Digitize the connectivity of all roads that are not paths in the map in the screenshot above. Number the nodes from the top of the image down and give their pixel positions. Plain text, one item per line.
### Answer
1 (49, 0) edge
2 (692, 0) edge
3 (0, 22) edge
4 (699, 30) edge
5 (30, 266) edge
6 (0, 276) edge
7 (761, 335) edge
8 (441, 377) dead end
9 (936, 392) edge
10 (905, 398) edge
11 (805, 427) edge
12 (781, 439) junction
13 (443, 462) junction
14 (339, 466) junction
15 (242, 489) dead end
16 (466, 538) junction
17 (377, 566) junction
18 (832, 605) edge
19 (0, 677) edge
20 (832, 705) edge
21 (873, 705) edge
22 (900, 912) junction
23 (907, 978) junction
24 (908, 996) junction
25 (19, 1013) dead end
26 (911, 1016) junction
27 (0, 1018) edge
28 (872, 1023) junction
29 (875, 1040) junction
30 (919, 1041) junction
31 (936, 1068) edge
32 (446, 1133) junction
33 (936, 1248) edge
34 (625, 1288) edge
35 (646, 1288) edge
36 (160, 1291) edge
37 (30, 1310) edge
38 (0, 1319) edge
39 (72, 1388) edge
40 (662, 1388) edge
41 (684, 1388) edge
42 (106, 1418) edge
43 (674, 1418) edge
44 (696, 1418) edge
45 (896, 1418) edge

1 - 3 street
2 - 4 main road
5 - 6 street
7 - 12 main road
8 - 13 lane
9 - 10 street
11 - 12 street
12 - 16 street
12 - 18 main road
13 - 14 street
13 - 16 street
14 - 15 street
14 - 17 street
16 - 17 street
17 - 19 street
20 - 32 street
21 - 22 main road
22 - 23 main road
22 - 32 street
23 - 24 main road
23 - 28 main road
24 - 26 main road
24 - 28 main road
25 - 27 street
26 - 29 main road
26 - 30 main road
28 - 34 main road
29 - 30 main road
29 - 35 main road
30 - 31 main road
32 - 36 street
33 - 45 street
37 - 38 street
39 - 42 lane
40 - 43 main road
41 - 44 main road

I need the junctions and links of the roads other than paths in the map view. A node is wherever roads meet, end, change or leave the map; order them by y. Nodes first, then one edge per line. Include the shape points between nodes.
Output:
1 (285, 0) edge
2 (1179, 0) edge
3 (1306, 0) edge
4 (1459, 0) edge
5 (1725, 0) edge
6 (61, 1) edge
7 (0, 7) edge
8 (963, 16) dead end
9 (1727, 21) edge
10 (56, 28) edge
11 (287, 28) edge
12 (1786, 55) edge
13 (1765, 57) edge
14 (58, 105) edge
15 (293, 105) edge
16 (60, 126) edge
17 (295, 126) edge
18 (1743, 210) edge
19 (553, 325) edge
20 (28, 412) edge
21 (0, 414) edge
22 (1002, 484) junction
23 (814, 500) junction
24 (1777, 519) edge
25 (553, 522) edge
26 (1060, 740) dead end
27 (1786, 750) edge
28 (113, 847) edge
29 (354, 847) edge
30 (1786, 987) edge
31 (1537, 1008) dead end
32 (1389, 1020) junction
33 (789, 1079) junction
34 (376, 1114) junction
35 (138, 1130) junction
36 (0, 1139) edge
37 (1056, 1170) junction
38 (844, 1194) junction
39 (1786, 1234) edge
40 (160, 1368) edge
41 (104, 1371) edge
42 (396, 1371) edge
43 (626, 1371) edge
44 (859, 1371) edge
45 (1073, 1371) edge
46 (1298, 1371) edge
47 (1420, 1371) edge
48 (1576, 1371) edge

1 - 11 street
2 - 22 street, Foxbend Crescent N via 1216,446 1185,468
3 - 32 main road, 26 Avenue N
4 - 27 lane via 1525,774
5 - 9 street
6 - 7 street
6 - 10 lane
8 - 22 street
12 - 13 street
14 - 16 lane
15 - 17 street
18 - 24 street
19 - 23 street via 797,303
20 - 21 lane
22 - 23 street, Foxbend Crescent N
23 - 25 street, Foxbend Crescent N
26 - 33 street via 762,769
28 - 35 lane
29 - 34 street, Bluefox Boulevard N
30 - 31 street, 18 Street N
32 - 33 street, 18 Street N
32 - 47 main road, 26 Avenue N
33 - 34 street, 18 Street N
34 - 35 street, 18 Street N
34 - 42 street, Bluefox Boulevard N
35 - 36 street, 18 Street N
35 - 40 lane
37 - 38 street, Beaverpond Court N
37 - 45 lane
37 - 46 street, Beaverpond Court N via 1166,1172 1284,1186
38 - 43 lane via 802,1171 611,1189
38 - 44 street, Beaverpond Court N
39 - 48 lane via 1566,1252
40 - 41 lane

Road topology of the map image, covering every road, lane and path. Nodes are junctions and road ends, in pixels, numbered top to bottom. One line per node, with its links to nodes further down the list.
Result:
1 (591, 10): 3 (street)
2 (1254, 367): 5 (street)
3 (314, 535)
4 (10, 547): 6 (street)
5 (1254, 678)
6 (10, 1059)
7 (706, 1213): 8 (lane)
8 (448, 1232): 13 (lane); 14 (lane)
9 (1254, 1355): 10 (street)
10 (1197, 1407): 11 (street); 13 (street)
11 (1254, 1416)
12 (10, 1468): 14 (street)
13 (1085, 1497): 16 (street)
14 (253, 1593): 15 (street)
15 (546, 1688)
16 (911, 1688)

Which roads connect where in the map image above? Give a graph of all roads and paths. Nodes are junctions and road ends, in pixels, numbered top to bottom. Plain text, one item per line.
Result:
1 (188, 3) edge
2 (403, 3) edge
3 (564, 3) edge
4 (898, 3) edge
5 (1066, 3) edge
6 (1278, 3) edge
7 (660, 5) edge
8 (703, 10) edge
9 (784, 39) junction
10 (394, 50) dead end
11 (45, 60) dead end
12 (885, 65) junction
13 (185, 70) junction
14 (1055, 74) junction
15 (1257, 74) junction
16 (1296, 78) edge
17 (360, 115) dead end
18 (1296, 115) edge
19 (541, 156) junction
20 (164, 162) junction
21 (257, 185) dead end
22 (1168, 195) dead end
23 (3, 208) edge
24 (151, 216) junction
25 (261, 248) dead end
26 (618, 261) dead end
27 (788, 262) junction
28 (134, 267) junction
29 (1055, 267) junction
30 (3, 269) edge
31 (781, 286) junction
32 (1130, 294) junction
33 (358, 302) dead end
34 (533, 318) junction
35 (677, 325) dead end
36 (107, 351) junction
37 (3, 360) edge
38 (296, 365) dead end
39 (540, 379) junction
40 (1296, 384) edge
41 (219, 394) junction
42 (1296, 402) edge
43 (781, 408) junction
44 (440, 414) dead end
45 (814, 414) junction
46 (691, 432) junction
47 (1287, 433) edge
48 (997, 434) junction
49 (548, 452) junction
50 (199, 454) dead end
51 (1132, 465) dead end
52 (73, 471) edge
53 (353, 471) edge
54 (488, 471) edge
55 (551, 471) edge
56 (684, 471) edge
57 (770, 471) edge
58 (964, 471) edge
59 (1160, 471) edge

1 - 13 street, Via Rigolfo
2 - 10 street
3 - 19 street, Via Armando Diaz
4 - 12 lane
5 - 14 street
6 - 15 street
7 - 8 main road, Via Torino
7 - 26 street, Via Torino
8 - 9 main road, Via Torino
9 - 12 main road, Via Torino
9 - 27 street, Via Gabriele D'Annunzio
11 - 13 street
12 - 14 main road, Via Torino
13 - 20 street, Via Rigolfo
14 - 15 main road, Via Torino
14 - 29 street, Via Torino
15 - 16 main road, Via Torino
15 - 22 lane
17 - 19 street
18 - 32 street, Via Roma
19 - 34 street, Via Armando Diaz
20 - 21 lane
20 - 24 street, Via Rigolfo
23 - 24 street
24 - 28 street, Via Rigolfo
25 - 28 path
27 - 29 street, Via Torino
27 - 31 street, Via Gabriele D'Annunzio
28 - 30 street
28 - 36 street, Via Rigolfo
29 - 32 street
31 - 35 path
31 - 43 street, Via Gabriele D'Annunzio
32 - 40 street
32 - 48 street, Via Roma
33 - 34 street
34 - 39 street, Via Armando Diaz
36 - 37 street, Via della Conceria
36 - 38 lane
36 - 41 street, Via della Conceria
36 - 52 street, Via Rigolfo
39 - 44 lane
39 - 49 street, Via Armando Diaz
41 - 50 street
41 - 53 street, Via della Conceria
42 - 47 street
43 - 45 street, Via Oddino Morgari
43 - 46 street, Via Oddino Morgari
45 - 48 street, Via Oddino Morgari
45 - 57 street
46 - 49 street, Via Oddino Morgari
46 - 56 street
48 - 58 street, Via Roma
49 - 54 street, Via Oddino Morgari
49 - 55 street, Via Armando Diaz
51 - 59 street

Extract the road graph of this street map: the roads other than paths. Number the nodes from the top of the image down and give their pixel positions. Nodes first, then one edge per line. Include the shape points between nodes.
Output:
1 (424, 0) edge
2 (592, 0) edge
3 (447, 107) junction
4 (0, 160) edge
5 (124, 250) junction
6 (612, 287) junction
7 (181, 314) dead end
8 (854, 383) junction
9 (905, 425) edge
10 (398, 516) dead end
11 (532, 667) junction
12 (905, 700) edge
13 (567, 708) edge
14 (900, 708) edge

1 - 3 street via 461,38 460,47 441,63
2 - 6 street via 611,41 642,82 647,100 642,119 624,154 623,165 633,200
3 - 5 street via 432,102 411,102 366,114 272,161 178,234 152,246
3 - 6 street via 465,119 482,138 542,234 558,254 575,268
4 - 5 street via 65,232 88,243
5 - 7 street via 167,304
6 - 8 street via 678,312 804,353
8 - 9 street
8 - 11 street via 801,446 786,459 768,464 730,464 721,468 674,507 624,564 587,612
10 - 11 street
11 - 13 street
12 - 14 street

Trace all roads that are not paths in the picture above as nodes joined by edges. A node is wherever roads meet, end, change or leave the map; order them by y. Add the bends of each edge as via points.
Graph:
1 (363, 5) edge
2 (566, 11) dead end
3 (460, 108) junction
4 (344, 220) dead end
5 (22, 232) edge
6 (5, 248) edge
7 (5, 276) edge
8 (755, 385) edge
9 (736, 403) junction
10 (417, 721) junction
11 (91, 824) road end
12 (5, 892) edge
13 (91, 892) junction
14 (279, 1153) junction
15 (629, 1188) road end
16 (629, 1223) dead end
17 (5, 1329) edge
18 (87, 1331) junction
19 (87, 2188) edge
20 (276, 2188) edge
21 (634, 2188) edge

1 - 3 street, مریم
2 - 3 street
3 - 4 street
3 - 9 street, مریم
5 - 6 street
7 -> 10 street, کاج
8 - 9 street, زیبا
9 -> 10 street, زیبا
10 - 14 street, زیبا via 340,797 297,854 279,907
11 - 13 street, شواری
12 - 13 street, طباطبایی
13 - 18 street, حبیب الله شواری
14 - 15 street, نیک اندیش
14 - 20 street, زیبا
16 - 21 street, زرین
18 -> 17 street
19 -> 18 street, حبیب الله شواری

* * *

[TASK] Tally the lines of the listing that include "between". Reply with nothing but the count.

[RESPONSE TO THIS TASK] 2